Poor building maintenance – a threat to Edinburgh’s World Heritage Site
Dec 1, 2016
Edinburgh World Heritage, together with the Society for the Protection of Ancient Buildings, has announced that complacency and lack of attention to basic building maintenance now represents a significant threat to the city’s World Heritage Site. According to figures released by Edinburgh World Heritage during National Maintenance Week, 72% of the buildings in the historic city centre are judged to be in need of some form of repair, the majority being privately owned historic tenements with multiple owners and tenants.
Typical issues outlined by Edinburgh World Heritage include damaged roof slates in need of replacement, gutters blocked with leaves and other vegetation, poorly maintained or rotten window frames, damaged stonework, and corrosion to cast iron work. These problems can lead to a building no longer being wind and water tight, which can then further accelerate decline.

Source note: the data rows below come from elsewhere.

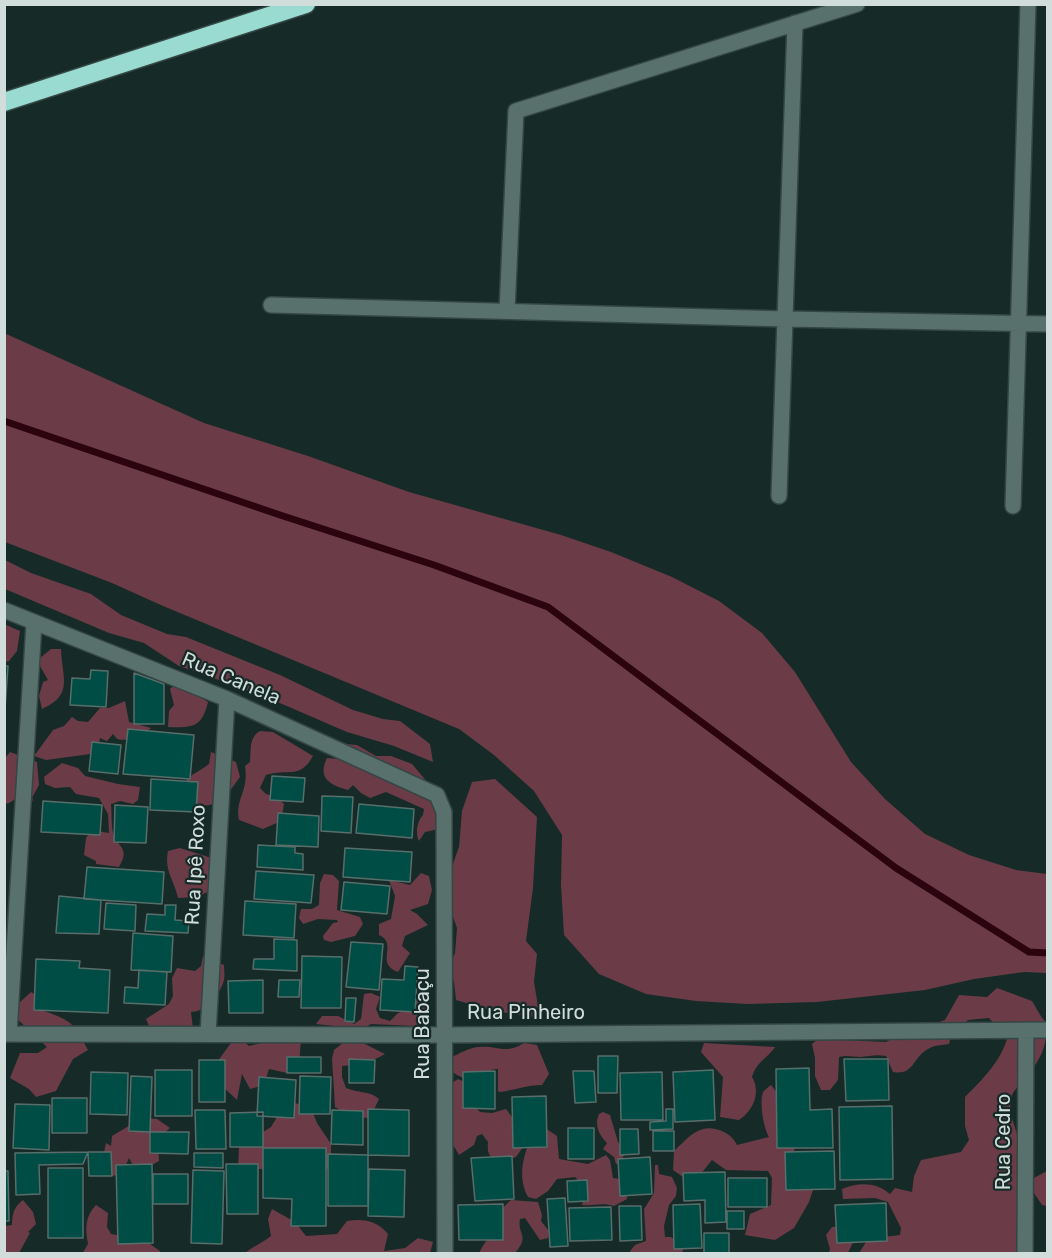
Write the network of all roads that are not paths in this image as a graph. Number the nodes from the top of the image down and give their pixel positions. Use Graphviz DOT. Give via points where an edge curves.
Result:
graph roads {
  1 [pos="306,4"];
  2 [pos="857,4"];
  3 [pos="1028,4"];
  4 [pos="795,23"];
  5 [pos="4,102"];
  6 [pos="271,305"];
  7 [pos="507,311"];
  8 [pos="786,319"];
  9 [pos="1018,323"];
  10 [pos="1047,324"];
  11 [pos="779,496"];
  12 [pos="1013,506"];
  13 [pos="4,610"];
  14 [pos="34,623"];
  15 [pos="226,699"];
  16 [pos="437,795"];
  17 [pos="1026,1030"];
  18 [pos="1047,1030"];
  19 [pos="7,1034"];
  20 [pos="208,1034"];
  21 [pos="444,1035"];
  22 [pos="445,1254"];
  23 [pos="1025,1254"];
  1 -- 5 [label="highway"];
  2 -- 4 [label="street"];
  3 -- 9 [label="street"];
  4 -- 7 [label="street" via="516,111"];
  4 -- 8 [label="street"];
  6 -- 7 [label="street"];
  7 -- 8 [label="street"];
  8 -- 9 [label="street"];
  8 -- 11 [label="street"];
  9 -- 10 [label="street"];
  9 -- 12 [label="street"];
  13 -- 14 [label="street, Rua Canela"];
  14 -- 15 [label="street, Rua Canela"];
  14 -- 19 [label="street"];
  15 -- 16 [label="street, Rua Canela"];
  15 -- 20 [label="street, Rua Ipê Roxo"];
  16 -- 21 [label="street, Rua Babaçu" via="444,812"];
  17 -- 18 [label="street, Rua Pinheiro"];
  17 -- 21 [label="street, Rua Pinheiro"];
  17 -- 23 [label="street, Rua Cedro"];
  19 -- 20 [label="street, Rua Pinheiro"];
  20 -- 21 [label="street, Rua Pinheiro"];
  21 -- 22 [label="street, Rua Babaçu"];
}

Further data shared by the charity shows that a poorly maintained building can result in higher fuel bills – up to +15% in some cases. This in turn increases the building’s carbon footprint.
The charity also made the link between the poor state of many buildings in the city and climate change. Data shows that average monthly rainfall and temperature are both rising in Edinburgh, and will probably continue to do so into the future. This places historic buildings under further stress and increases the need for regular maintenance and taking corrective action before problems become too bad.
Adam Wilkinson, Director of Edinburgh World Heritage commented: ‘We often think of inappropriate new development as the major threat to our World Heritage site – but the complacency that leads to poor building maintenance is an equal threat. Edinburgh World Heritage stands ready to provide advice and grants to support residents and businesses so that we pass on our beautiful old buildings to the next generation in the best possible condition’.
Gordon MacDonald, MSP for Edinburgh Pentlands commented: ‘Everyone has a role to play here in ensuring that our own buildings – the places where we live and work, are wind and water tight and properly maintained. This is crucial work for the long-term conservation of our World Heritage Site here in Edinburgh – and can play an important role in reducing unsustainable energy use, which is good for everyone’.